Crisis Center Karhutla Bisa Adopsi Program Desa Bebas Api

Kebakaran hutan dan lahan (Karhutla).
Foto: Antara
Kebakaran hutan dan lahan (Karhutla).

REPUBLIKA.CO.ID, JAKARTA  --  Program desa bebas api alias Fire Free Village Program/FFVP sebagai upaya preventif pencegahan kebakaran hutan dan lahan (karhutla) bisa menjadi program unggulan dalam membangun kelembagaan crisis center di Indonesia.

Pernyataan itu disampaikan Presiden Direktur PT Riau Andalan Pulp and Paper (RAPP) Tony Wenas di Jakarta, Jumat (27/5), mendukung upaya pemerintah membangun crisis center penanganan karhutla. Kegiatan yang dimotori Kementerian Lingkungan Hidup dan Kehutanan (KLHK) itu menunjuk beberapa korporasi sepertin PT RAPP, PT Asian Agri dan PT Triputra sebagai pilot project.

Menteri Koordinator bidang Ekonomi Darmin Nasution mengharapkan pembentukan crisis center dapat selesai dalam waktu dekat. Targetnya, kelembagaan tersebut harus mampu mampu menyentuh akar persoalan yakni masyarakat yang tinggal di sekitar kawasan hutan. Karena itu, kata Darmin, crisis center itu harus fokus di 731 desa yang berada di tujuh provinsi rawan kebakaran yang desanya berdekatan dengan konsesi perusahaan.

Tony Wenas mengatakan FFVP telah teruji dan mampu mengurangi luasan areal kebakaran secara signifikan di sekitar kawasan konsesi RAPP. Program ini terus kami kembangkan dan kini telah memasuki tahun ketiga dengan mengusung 20 desa peserta.

”APRIL group sebagai induk perusahaan PT RAPP sangat mengapresiasi pendekatan pemerintah untuk membentuk crisis center.
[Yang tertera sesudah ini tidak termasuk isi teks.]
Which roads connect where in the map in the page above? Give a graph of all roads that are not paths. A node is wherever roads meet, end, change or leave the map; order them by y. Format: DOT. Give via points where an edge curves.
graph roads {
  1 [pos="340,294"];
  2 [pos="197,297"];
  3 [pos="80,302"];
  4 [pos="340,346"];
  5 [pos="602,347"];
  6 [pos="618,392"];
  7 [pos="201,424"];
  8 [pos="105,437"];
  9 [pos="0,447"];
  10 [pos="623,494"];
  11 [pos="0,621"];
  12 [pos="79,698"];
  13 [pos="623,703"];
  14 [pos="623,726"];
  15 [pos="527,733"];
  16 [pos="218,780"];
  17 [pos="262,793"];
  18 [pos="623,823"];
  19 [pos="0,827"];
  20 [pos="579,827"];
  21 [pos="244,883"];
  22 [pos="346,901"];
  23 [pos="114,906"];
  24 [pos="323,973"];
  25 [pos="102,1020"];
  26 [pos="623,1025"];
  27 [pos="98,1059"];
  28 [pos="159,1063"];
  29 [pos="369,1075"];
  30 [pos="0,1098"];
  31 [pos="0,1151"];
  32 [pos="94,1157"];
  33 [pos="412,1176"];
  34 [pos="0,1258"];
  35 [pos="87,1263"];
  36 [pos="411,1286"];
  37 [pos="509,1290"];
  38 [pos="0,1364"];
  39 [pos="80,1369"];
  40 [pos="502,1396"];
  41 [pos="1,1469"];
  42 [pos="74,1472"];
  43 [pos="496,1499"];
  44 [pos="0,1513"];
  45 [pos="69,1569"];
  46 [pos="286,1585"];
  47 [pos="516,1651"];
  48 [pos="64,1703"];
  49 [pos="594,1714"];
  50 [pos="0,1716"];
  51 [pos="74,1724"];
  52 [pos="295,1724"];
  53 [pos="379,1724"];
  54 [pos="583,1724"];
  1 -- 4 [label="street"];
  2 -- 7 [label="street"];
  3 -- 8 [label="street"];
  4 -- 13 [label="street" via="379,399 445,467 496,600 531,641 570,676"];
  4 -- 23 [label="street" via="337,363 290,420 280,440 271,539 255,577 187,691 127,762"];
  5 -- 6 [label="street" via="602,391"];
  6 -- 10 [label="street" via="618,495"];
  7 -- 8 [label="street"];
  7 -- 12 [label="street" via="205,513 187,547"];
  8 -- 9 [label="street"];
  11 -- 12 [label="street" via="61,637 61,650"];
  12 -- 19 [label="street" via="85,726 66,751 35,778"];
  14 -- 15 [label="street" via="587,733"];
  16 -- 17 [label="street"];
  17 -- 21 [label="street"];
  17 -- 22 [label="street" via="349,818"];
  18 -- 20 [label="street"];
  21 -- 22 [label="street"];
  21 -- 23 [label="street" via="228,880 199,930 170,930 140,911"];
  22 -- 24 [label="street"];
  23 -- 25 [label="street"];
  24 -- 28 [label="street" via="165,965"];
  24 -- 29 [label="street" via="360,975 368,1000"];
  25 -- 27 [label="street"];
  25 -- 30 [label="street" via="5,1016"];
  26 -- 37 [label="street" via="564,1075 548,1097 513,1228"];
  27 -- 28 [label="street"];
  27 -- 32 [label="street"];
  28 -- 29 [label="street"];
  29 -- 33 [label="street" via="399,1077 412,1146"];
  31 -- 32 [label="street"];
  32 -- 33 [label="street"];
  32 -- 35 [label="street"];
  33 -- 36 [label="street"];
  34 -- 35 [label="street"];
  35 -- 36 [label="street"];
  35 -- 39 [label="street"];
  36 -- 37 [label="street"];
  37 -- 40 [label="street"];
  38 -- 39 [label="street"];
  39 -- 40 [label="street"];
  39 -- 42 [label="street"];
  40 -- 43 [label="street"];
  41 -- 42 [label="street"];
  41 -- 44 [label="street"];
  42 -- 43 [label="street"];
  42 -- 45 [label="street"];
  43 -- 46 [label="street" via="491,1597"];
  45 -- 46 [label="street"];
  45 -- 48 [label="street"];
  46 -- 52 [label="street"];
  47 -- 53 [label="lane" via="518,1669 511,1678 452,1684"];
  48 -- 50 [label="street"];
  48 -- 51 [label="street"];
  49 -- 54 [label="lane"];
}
Kami juga bangga karena secara tidak langsung program FFVP yang kami gagas mendapat pengakuan pemerintah,” kata Tony Wenas.
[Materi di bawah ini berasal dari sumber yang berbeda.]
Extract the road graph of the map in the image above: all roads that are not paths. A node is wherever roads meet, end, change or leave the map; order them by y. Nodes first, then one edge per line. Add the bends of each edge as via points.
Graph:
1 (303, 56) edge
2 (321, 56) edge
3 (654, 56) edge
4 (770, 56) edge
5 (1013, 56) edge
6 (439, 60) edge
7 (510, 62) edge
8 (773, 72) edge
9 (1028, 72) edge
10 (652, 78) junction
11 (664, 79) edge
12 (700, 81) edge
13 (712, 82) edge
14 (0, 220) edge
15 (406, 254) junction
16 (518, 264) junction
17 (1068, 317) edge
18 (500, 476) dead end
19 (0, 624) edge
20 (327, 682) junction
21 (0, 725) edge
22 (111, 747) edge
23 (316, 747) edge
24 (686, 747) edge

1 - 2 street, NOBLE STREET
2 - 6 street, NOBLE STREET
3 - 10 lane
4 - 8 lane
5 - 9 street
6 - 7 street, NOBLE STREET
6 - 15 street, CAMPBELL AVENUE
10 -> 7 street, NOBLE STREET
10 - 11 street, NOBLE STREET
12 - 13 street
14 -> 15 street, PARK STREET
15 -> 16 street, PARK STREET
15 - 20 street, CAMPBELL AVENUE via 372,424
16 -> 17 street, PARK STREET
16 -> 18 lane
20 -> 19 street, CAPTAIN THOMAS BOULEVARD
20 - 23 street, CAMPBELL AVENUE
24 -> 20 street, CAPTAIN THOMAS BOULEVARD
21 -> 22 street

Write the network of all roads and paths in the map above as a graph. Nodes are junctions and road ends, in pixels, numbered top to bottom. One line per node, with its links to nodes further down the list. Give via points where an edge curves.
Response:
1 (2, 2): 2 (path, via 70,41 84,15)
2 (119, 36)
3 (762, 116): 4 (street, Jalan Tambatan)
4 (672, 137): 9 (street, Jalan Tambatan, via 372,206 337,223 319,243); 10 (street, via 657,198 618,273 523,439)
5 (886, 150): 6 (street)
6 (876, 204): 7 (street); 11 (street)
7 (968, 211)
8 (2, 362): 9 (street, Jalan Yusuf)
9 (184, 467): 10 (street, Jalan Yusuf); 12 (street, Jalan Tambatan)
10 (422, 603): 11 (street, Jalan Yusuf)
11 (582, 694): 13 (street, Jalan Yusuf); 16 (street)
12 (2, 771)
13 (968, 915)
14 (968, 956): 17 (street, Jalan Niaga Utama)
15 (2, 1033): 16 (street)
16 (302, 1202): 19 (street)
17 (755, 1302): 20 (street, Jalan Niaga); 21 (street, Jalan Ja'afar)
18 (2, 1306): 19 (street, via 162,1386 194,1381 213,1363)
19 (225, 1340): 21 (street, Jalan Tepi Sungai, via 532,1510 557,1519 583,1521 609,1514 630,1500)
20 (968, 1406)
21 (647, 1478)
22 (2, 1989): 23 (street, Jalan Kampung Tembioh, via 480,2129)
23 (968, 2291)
Tony Wenas mengatakan FFVP mempunyai beberapa keunggulan seperti perencanaan partisipatif yang melibatkan masyarakat, membangun budaya sadar bencana serta mampu membangun perekonomian desa-desa yang mempunyai komitmen tinggi menjaga wilayahnya dari kebakaran. "Persoalan kebakaran harus fokus pada pencegahan karena akar persoalan karhutla adalah masalah sosial dan tenurial," kata Tony Wenas.

Deputi Bidang Informasi Geospasial Tematik Badan Informasi Geospasial (BIG) Nurwadjedi mengatakan upaya terpenting dalam penanggulangan karhutla adalah memetakan desa-desa di sekitar kawasan hutan karena akar masalahnya adalah persoalan sosial.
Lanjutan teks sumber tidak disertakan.